If for some reason the tar solutions don’t work (perhaps because you’re using the OS X built-ins), try this:
unxz < file.tar.xz > file.tar
…which is equivalent to:
xz -dc < file.tar.xz > file.tar
Then use tar to untar the file.
xz is a lossless data compressor. You will have to extract the tar ball from xz and then extract the tar:
unxz my_archive.tar.xz # results in my_archive.tar
Then you know to extract a tar
tar -xf my_archive.tar
Source: XZ Utils - Wikipedia.
tar -xvf package.tar.xz
-x - extract files
-v - verbosely list files processed
-f - use specified archive file
I had the same problem, the tar xf command was not able to extract it.

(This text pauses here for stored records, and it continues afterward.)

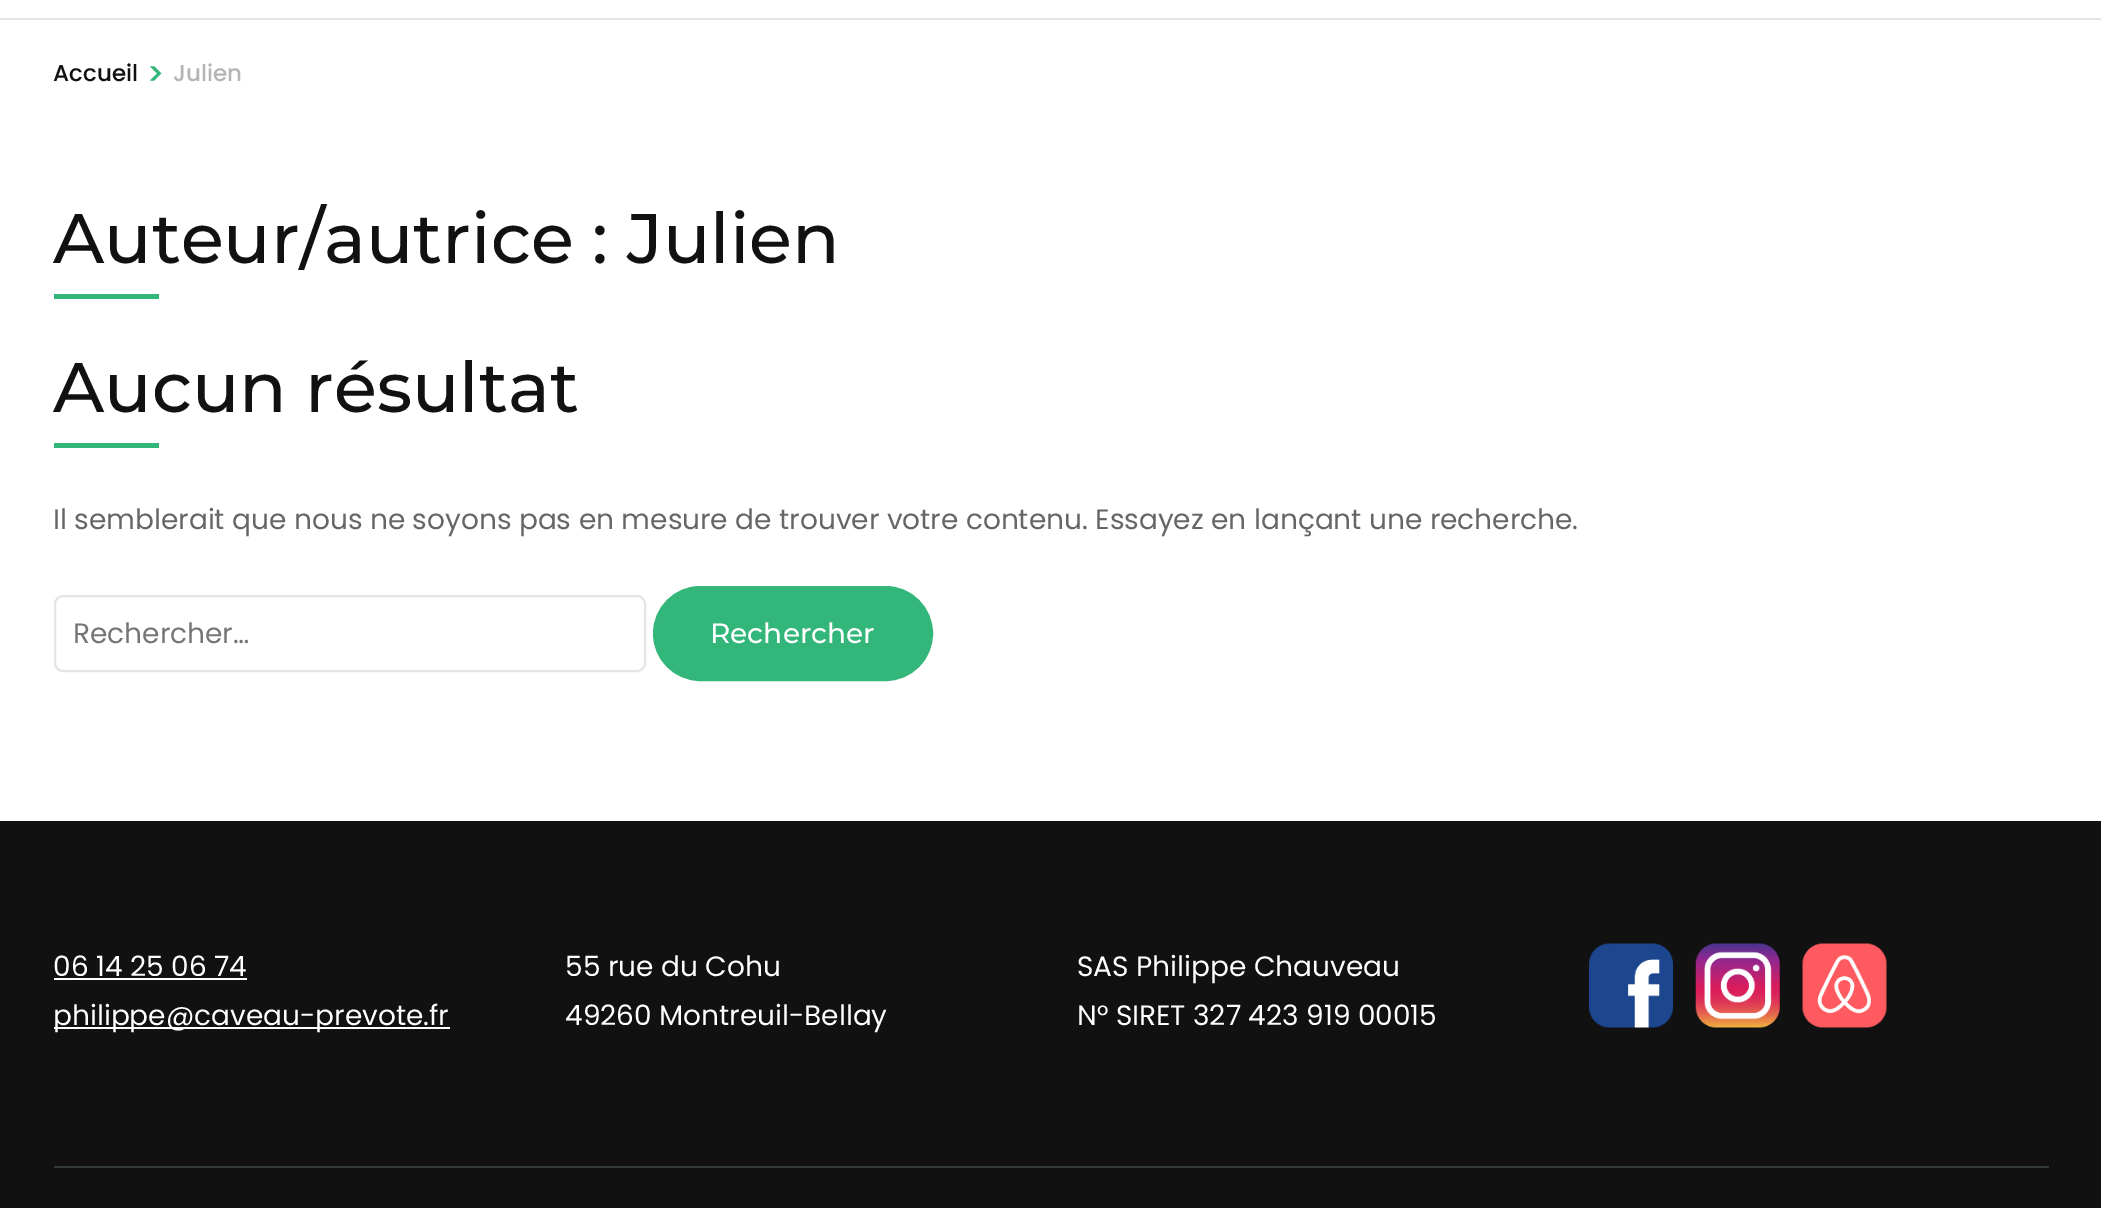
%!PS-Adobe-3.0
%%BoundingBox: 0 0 2101 1208
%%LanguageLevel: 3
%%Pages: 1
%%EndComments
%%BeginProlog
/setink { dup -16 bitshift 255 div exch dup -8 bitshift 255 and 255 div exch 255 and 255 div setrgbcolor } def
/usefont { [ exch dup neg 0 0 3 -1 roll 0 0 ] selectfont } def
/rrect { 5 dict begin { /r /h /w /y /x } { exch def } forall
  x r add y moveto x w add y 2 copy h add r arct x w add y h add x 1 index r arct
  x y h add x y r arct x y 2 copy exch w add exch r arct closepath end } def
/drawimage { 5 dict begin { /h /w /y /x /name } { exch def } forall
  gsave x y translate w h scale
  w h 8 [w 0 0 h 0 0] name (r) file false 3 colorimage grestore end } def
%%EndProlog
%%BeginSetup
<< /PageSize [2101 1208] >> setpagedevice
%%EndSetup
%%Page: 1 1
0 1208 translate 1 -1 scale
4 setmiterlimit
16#FFFFFF setink
0 0 2101 1208 rectfill
16#E5E5E5 setink
0 18 2101 2 rectfill
/Poppins-Medium 23 usefont
16#111111 setink
53 81 moveto (Accueil) show
/Poppins-Medium 32 usefont
16#32B67A setink
146 85 moveto (>) show
/Poppins-Medium 23 usefont
16#B5B5B5 setink
173 81 moveto (Julien) show
/Montserrat-Medium 70 usefont
16#111111 setink
53 263 moveto (Auteur/autrice : Julien) show
16#32B67A setink
54 294 105 5 rectfill
16#111111 setink
53 412 moveto (Aucun résultat) show
16#32B67A setink
54 443 105 5 rectfill
/Poppins-Regular 28 usefont
16#666666 setink
53 529 moveto (Il semblerait que nous ne soyons pas en mesure de trouver votre contenu. Essayez en lançant une recherche.) show
16#E5E5E5 setink
2 setlinewidth
55 596 590 75 8 rrect stroke
16#757575 setink
73 643 moveto (Rechercher…) show
16#32B67A setink
654 587 278 93 46.5 rrect gsave fill grestore
stroke
/Montserrat-Medium 28 usefont
16#FFFFFF setink
710 643 moveto (Rechercher) show
16#111111 setink
0 821 2101 387 rectfill
16#33383A setink
54 1166 1995 2 rectfill
/Poppins-Regular 28 usefont
16#FFFFFF setink
53 976 moveto (06 14 25 06 74) show
54 978 193 2 rectfill
54 1027 396 2 rectfill
[
    [(philippe@caveau-prevote.fr) 53 1025]
    [(55 rue du Cohu) 565 976]
    [(49260 Montreuil-Bellay) 565 1025]
    [(SAS Philippe Chauveau) 1077 976]
    [(N° SIRET 327 423 919 00015) 1077 1025]
] { aload pop moveto show } forall
(img1.raw) 1589 943 84 85 drawimage
(img2.raw) 1695 943 85 85 drawimage
(img3.raw) 1802 943 85 85 drawimage
showpage
%%EOF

To fix this, you need to install the xz-utils package.
The solution was:
sudo apt-get install xz-utils
then:
tar xf myfile.tar.xz
Just want to add that if you have an old version of GNU tar prior to version 1.22 when the --xz and -J options became available, you could compress or decompress tar.xz files by using --use-compress-program xz. For example,
tar --use-compress-program xz -cf example.tar.xz file1 file2 file3
or
tar --use-compress-program xz -xf example.tar.xz
If tar recognizes the compression format, you don't need a flag:
tar xvf *.tar.xz
If you need to decompress the input manually, for example because your tar is too old to recognize xz, or you need a special path:
xz -cd *.tar.xz | tar xvf -
Pipes are faster than making an uncompressed intermediate file, and use less disk space too!
Ubuntu comes with Python (Python 2.7 and Python 3), which contains the necessary modules for extracting archives. So if for whatever reason tar command is missing (say your sysadmin has removed it and you don't have sudo privillege to install it), one can use:
python3 -c 'import tarfile,sys; b = tarfile.open(sys.argv[1]);print(b.extractall())' ./archive.xz
As a short script,that's more readable as:
#!/usr/bin/env python3
import tarfile,sys
with tarfile.open( sys.argv[1] ) as fd:
fd.extractall()
Suppose I created an .xz file with tar cJf thing.xz /etc/passwd. The archive will contain etc directory with passwd file inside. Using the above script will result in etc directory created in your current working directory, and within it will be passwd file. Of course, this can always be extended by specifying path where you want to extract inside the extractall() function.
Wow, that's a really good one. Was it done with 7zip on a Mac? Try this:
7z x -so file.tar.xz | tar xf -
unar is quite a nice simple program and easy to type, to unarchive almost any format including 7z and RAR
it seems to be written in (GNU) Objective-C and so requires installation of some gnustep (GNU's Objective-C implementation) libraries (gnustep-base-runtime and libgnustep-base1.25)
if you use --install-suggests or have configured apt to install suggested packages, unar will suggest and install many GUI GNUStep programs which are not what you want
sudo apt install --no-install-suggests unar
unar linux-source.tar.xz
it will create the output directory linux-source automatically.